= Ralph King-Milbanke, 2nd Earl of Lovelace =

British nobleman and author (1839–1906)

Ralph Gordon King-Milbanke, 2nd Earl of Lovelace (2 July 1839 – 28 August 1906) was a British nobleman and author of Astarte: A Fragment of Truth concerning George Gordon Byron, Sixth Lord Byron. He was Lord Byron's grandson.

==Life==
Ralph was born at 10 St James's Square, London on 2 July 1839. He was the second son of William King-Noel, 1st Earl of Lovelace, and Ada King, Countess of Lovelace, the world's first computer programmer. His maternal grandparents were the poet Lord Byron and Lady Annabella Byron, 11th holder of the barony of Wentworth.

His father, who succeeded as eighth Baron King in 1833, was created Earl of Lovelace on 30 June 1838. He was lord-lieutenant of Surrey from 1840 to his death in 1893, and interested himself in agricultural and mechanical engineering.

During 1847–8, Ralph was a pupil at Wilhelm von Fellenberg's Pestalozzian school at Hofwyl, near Bern.
Subsequently he was educated privately. He matriculated at University College, Oxford in 1859, but did not graduate.
On 1 September 1862, upon the death of his elder brother, Byron King-Noel, Viscount Ockham – who had succeeded his grandmother, Lady Byron, as 12th Baron Wentworth – Ralph became 13th Baron Wentworth and Viscount Ockham (the courtesy title of Lord Lovelace's heir-apparent).
He assumed the surname of Milbanke, Lady Byron's maiden surname, by royal licence on 6 November 1861.
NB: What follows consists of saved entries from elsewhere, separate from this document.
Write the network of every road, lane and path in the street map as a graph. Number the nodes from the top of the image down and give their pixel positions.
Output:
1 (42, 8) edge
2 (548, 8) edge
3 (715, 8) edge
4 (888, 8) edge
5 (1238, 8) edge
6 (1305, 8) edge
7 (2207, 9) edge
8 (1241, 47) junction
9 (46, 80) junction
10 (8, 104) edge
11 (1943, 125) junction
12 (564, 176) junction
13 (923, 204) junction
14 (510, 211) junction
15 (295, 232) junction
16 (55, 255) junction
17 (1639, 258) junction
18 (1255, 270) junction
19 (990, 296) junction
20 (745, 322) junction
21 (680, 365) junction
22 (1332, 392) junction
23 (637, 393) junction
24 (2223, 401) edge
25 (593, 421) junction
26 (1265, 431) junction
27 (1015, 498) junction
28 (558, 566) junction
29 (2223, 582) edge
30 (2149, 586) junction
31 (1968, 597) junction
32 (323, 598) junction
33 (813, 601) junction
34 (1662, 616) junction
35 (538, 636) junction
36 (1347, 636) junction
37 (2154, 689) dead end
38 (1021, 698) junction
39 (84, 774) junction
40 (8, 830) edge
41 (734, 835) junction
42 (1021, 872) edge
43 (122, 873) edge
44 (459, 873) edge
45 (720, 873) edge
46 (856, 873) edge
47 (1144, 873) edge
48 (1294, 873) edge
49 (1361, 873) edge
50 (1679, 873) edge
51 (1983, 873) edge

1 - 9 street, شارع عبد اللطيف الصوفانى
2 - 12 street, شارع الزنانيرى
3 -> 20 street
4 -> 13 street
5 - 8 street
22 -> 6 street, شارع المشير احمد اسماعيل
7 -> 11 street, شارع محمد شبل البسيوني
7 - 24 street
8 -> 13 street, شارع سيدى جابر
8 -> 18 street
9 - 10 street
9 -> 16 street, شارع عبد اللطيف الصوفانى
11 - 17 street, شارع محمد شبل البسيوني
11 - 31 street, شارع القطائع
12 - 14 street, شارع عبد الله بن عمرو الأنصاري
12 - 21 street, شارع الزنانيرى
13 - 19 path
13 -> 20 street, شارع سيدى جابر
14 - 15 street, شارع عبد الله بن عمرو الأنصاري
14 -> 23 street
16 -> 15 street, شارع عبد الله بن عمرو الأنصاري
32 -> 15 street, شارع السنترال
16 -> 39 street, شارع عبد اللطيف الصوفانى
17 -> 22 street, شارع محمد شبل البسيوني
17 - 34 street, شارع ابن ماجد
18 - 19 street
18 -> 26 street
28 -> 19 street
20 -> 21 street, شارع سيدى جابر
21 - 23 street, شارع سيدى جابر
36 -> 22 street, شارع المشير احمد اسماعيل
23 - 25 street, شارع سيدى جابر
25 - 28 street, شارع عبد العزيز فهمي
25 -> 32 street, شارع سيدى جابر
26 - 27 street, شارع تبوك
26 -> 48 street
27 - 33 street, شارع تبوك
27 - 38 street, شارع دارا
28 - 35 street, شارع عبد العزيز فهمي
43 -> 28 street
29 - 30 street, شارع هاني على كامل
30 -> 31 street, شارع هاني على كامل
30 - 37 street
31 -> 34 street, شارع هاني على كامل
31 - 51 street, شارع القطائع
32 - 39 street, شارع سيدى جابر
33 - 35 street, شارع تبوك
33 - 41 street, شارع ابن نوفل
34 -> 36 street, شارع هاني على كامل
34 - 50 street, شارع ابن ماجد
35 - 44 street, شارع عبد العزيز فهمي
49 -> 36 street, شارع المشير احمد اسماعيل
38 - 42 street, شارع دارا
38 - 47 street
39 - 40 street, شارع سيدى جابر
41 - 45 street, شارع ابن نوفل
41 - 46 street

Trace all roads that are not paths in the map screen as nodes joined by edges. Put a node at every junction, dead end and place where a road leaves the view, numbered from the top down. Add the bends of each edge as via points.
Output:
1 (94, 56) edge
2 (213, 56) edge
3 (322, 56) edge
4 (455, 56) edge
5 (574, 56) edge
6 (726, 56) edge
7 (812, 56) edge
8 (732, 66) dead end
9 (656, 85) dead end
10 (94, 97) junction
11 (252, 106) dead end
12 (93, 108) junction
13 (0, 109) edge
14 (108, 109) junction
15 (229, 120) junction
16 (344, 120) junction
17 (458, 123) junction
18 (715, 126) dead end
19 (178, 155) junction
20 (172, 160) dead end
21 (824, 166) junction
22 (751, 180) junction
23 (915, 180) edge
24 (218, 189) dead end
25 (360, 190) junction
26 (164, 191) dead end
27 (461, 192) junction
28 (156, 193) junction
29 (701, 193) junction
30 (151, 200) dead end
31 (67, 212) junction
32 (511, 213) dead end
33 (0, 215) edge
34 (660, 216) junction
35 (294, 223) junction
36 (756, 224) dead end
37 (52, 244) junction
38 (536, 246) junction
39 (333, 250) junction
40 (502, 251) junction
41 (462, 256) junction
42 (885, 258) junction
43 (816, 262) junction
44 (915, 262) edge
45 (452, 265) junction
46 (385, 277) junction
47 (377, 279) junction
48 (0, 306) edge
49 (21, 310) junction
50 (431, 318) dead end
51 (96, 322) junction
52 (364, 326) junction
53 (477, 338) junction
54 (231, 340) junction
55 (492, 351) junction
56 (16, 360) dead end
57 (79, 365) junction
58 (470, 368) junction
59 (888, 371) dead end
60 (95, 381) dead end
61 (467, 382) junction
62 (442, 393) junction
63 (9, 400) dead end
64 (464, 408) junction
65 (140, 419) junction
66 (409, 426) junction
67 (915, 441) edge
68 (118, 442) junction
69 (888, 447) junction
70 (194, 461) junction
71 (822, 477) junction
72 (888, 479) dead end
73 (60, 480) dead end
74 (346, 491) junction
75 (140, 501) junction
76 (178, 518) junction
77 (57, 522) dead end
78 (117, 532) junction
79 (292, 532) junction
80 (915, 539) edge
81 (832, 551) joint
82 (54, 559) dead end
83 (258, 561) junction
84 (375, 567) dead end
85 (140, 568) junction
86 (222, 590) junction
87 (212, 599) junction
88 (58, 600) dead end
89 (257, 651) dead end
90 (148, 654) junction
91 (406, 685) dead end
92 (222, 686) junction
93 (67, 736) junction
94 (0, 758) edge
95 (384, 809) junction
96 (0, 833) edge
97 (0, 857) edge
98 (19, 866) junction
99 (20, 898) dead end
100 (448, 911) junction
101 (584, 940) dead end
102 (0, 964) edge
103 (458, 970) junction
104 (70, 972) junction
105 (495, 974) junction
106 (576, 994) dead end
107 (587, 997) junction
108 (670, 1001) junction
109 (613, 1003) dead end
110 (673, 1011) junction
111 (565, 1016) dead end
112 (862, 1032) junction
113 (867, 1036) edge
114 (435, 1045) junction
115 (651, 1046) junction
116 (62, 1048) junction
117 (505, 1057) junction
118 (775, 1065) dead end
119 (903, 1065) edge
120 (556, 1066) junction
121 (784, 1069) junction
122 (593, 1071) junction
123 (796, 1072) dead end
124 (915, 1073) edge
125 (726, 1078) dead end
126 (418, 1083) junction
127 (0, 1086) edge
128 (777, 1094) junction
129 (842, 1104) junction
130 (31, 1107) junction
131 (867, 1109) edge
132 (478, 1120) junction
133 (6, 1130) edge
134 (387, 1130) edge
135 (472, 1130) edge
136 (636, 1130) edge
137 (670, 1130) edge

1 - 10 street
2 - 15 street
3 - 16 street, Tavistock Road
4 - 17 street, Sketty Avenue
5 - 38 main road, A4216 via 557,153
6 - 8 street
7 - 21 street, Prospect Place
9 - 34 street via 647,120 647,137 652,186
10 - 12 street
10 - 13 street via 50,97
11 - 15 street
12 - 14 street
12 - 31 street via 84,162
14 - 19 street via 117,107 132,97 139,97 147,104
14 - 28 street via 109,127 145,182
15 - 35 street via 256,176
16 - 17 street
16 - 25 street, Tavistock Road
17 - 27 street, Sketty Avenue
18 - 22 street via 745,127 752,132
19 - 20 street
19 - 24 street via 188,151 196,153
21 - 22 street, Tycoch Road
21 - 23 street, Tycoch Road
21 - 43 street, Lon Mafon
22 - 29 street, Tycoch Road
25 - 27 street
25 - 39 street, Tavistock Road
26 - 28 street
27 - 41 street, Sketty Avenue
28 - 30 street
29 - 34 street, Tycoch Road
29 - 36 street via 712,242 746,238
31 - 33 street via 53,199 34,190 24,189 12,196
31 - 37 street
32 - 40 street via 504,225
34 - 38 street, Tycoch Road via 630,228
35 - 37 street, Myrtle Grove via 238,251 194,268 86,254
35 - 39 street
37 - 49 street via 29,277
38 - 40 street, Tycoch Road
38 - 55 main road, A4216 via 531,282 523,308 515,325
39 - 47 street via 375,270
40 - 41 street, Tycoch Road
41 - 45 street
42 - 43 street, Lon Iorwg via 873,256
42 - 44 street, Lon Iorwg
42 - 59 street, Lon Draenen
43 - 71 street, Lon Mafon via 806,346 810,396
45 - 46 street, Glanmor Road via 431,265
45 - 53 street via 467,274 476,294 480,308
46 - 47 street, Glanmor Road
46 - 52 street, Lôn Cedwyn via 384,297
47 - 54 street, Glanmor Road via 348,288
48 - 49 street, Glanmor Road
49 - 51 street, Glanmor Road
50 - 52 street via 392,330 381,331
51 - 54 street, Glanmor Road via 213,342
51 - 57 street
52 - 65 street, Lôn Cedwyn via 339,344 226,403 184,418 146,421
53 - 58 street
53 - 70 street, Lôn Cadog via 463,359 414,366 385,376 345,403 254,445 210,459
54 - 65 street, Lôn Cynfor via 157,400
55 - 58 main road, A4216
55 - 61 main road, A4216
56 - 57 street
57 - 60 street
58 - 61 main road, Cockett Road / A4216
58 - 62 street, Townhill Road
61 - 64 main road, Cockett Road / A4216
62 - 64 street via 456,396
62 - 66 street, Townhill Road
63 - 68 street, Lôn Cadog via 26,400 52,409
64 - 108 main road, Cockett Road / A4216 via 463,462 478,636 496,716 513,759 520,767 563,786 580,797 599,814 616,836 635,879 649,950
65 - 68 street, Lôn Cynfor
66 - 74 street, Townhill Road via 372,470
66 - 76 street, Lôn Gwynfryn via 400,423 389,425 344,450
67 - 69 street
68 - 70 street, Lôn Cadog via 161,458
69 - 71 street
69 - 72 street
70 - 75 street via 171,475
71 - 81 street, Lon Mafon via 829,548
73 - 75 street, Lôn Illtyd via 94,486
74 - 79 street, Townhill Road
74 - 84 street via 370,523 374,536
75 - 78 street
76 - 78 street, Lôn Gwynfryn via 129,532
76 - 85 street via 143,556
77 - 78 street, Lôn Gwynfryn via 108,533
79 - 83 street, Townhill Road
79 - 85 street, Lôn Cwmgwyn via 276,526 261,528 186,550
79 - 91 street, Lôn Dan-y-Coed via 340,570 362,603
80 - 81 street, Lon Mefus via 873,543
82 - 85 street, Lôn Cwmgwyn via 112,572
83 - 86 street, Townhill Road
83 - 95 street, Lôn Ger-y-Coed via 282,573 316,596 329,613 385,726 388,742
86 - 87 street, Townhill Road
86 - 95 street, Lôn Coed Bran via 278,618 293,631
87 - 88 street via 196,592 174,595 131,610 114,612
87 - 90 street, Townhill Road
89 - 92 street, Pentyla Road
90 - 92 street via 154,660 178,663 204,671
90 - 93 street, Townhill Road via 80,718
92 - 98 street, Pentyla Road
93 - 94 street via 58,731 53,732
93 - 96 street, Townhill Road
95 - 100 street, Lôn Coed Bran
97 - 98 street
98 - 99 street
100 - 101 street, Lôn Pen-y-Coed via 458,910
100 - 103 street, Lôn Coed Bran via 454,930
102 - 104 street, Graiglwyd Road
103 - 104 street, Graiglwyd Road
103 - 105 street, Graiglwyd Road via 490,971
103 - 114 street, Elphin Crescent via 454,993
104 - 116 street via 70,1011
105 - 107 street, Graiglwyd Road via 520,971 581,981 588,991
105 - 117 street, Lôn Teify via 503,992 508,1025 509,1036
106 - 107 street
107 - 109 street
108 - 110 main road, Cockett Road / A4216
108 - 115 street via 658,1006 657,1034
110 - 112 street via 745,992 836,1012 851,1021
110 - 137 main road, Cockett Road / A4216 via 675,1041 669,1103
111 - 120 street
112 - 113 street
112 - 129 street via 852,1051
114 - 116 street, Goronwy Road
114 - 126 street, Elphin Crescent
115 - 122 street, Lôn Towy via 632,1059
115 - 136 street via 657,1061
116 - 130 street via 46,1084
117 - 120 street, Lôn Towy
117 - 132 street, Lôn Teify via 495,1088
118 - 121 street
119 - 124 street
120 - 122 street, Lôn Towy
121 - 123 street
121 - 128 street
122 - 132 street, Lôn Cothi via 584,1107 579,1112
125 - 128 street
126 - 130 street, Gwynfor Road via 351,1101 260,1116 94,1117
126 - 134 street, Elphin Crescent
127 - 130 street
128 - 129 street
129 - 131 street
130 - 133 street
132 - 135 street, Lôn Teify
Taking little part in public life, he read widely and showed independent if rather erratic judgment.
At the age of twenty-two he spent a year in Iceland and was a zealous student of Norse literature.
In early life he was a bold Alpine climber. He spent much time in the Alps, and in 1887 made the first ascent of the Aiguille Noire de Peuterey with his guide, Emile Rey. A peak of the Dolomites also bears his name. An accomplished linguist, he was especially conversant with Swiss and Tyrolese dialects. His intimate acquaintance with French, German, and English literature was combined with a fine taste in music and painting.
He enjoyed the intimacy of W. E. H. Lecky and other men of letters.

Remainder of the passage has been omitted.